A ANS abriu uma consulta pública esta semana para que a sociedade civil possa opinar sobre o tema. Atualmente, a cobertura do exame é restrita a mulheres de 40 a 69 anos de idade, com indicação do médico assistente.

A mamografia digital – versão mais avançada do exame convencional – é considerada um dos principais exames para a detecção precoce do câncer de mama, permitindo identificar alterações antes mesmo de serem percebidas ao toque.

O Instituto Nacional de Câncer (Inca), ligado ao Ministério da Saúde, estima que o país tenha cerca de 73.610 novos casos de câncer de mama por ano.

Menos exposição

De acordo com a ANS, o diagnóstico precoce aumenta as chances de tratamento e pode reduzir a necessidade de procedimentos mais invasivos.

A mamografia digital oferece vantagens como menor exposição à radiação, menor tempo de compressão da mama durante o exame e armazenamento das imagens em formato digital, o que facilita o acompanhamento da evolução clínica e a avaliação por diferentes especialistas.

Com a proposta da ANS de acabar com a restrição, a cobertura do exame digital terá que abranger pessoas de qualquer gênero e idade, bastando um pedido médico, assim como já é com a mamografia convencional.

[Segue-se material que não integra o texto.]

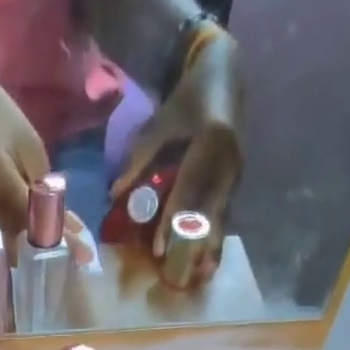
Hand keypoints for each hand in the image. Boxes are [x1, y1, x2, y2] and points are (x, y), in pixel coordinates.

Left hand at [116, 28, 242, 287]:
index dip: (173, 221)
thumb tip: (113, 194)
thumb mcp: (160, 122)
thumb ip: (137, 158)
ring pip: (221, 216)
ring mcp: (236, 171)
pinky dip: (215, 237)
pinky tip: (210, 260)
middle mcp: (229, 160)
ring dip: (210, 247)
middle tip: (182, 276)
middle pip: (210, 210)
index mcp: (212, 140)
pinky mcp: (237, 180)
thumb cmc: (188, 97)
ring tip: (202, 276)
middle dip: (195, 244)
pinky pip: (225, 213)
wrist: (226, 73)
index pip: (189, 190)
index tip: (160, 249)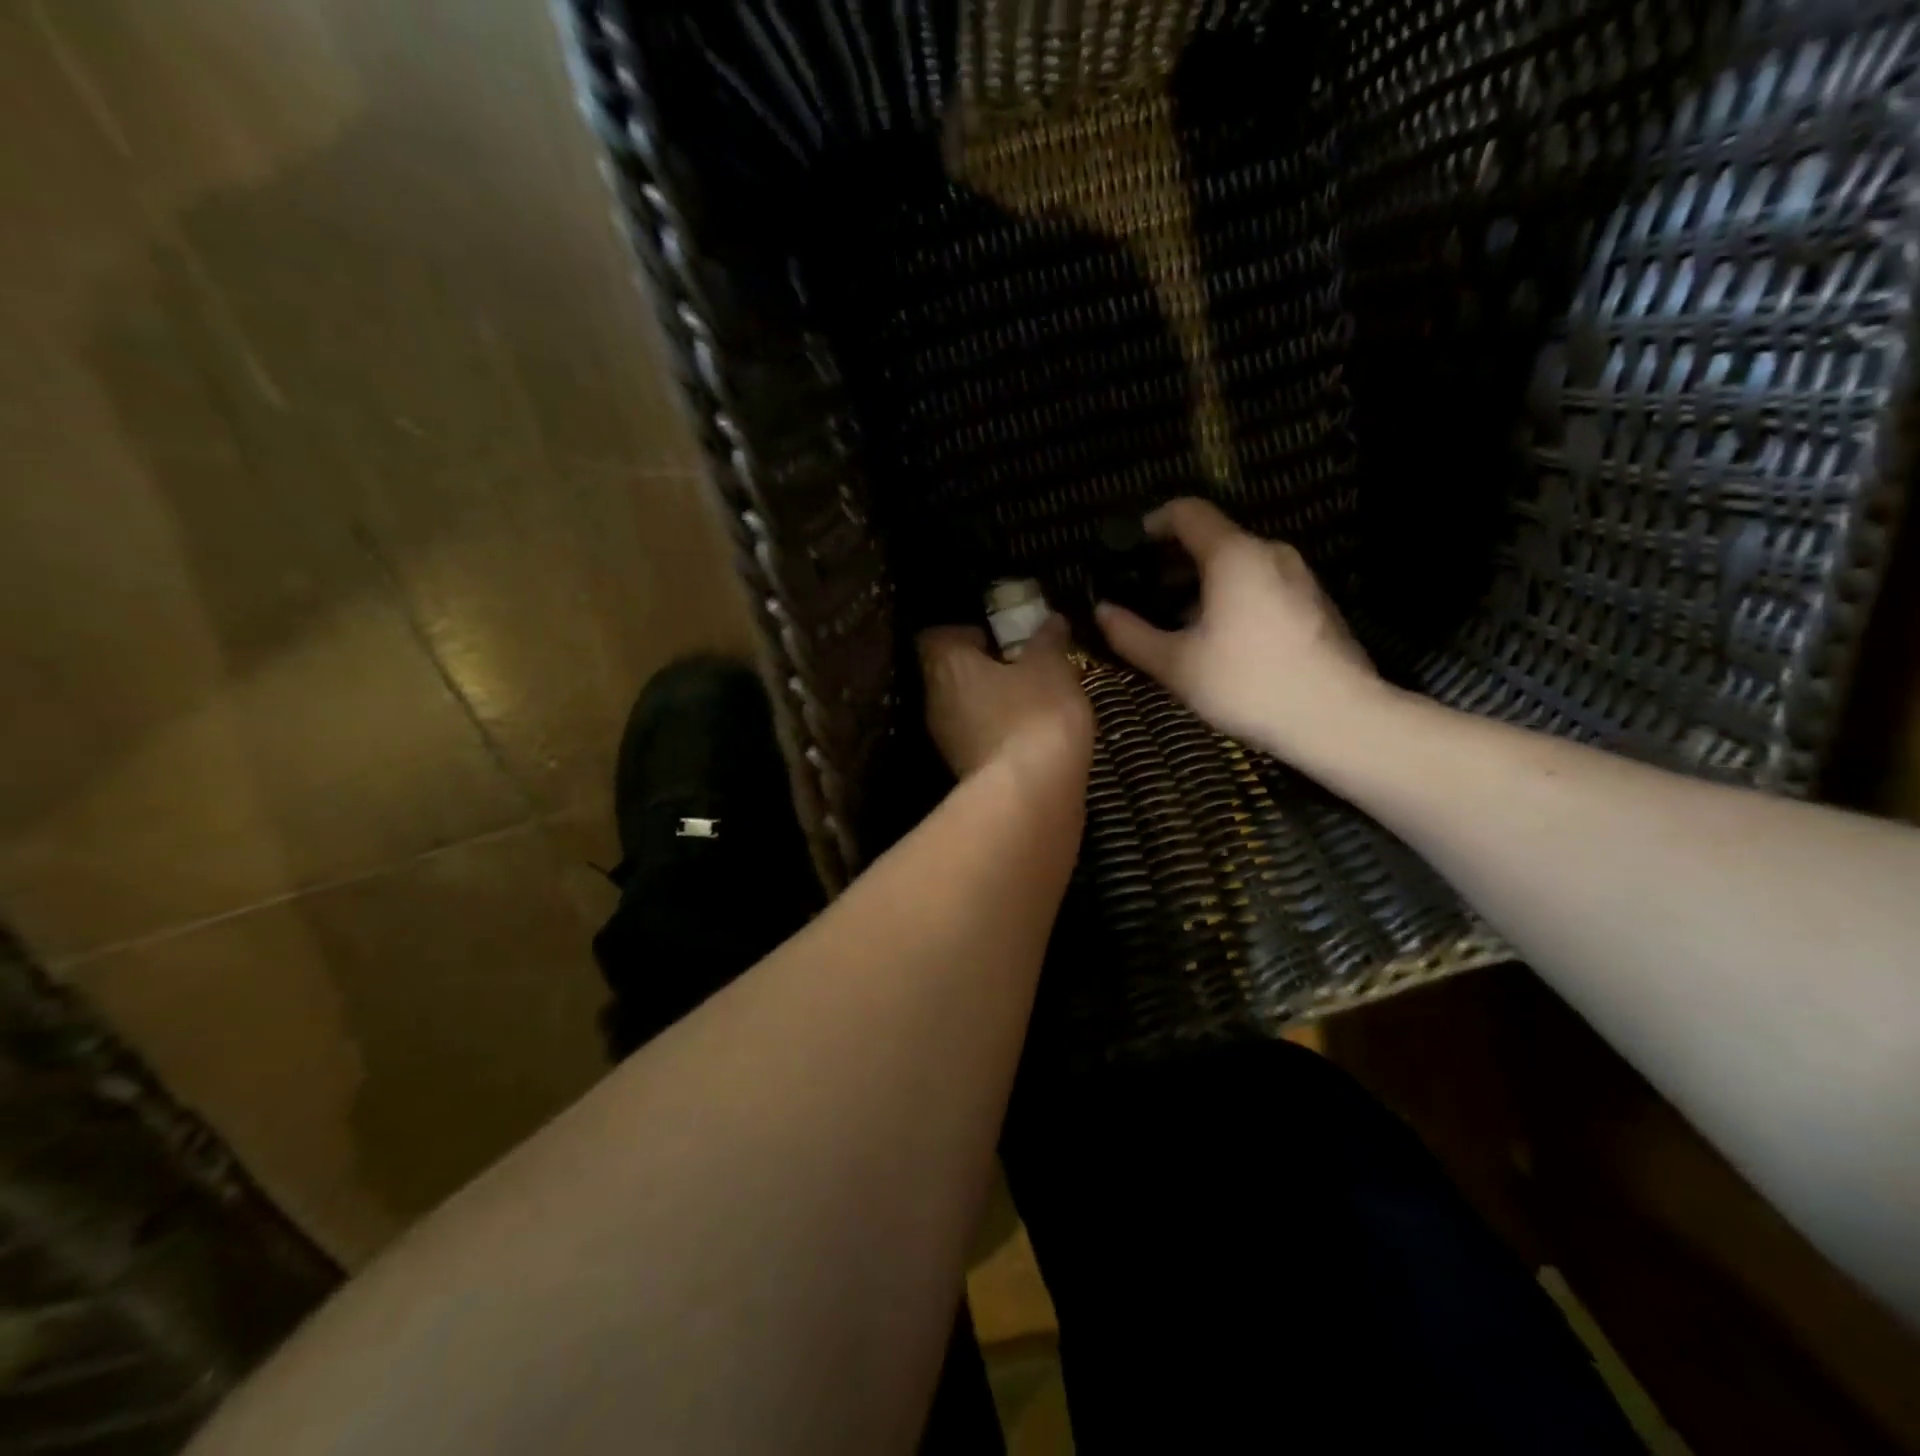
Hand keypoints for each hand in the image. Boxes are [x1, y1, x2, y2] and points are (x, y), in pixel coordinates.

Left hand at [918, 615, 1093, 789]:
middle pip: (949, 674)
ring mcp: (946, 741)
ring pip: (963, 710)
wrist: (1030, 795)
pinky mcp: (962, 772)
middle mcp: (935, 700)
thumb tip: (1051, 619)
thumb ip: (1048, 640)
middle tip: (1020, 668)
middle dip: (981, 670)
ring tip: (1031, 703)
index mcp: (947, 665)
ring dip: (990, 705)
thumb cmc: (1036, 714)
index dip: (964, 632)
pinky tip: (1029, 737)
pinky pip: (977, 740)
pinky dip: (997, 735)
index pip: (935, 636)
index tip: (997, 638)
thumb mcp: (1051, 667)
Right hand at [1094, 498, 1385, 761]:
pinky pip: (1261, 585)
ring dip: (1202, 584)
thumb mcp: (1176, 665)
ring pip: (1238, 565)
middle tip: (1143, 594)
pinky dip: (1231, 598)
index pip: (1187, 512)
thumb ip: (1131, 635)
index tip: (1128, 550)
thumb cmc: (1247, 684)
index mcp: (1233, 555)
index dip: (1152, 523)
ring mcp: (1298, 577)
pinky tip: (1219, 640)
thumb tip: (1101, 611)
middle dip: (1173, 562)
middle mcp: (1270, 553)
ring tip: (1177, 623)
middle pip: (1213, 539)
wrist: (1337, 718)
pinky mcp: (1314, 603)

Ao incluir qualquer gênero, o exame poderia ser garantido pelo plano a pessoa que se considera não binária, ou seja, não se identifica exclusivamente como homem ou mulher.

Tecnologia

A iniciativa da ANS foi aprovada pela diretoria colegiada da reguladora no dia 8 e será submetida à participação social antes de uma decisão final.

A intenção de ampliar a cobertura do exame partiu da própria ANS após discussões na Comissão de Atualização do Rol de Procedimentos e Eventos em Saúde Suplementar (Cosaúde).

Na Cosaúde, a maioria da comissão defendeu que “o uso da mamografia digital já está consolidado como padrão de cuidado oncológico” e que a restrição para mulheres de 40 a 69 anos poderia “prejudicar ou atrasar o acesso oportuno” ao diagnóstico de câncer de mama.

De acordo com a diretora de Normas e Habilitação dos Produtos da ANS, Lenise Secchin, a agência segue uma busca permanente pelo aperfeiçoamento das coberturas garantidas aos clientes dos planos de saúde.

“Com a evolução tecnológica e a ampla utilização da mamografia digital nos serviços de saúde, entendemos que não há mais justificativa para manter restrições de idade ou gênero para um exame tão importante”, sustenta.

Consulta pública

As contribuições para a Consulta Pública 173 poderão ser enviadas até o dia 11 de julho. A consulta de documentos relacionados à proposta e a contribuição em si deve ser feita no site da ANS.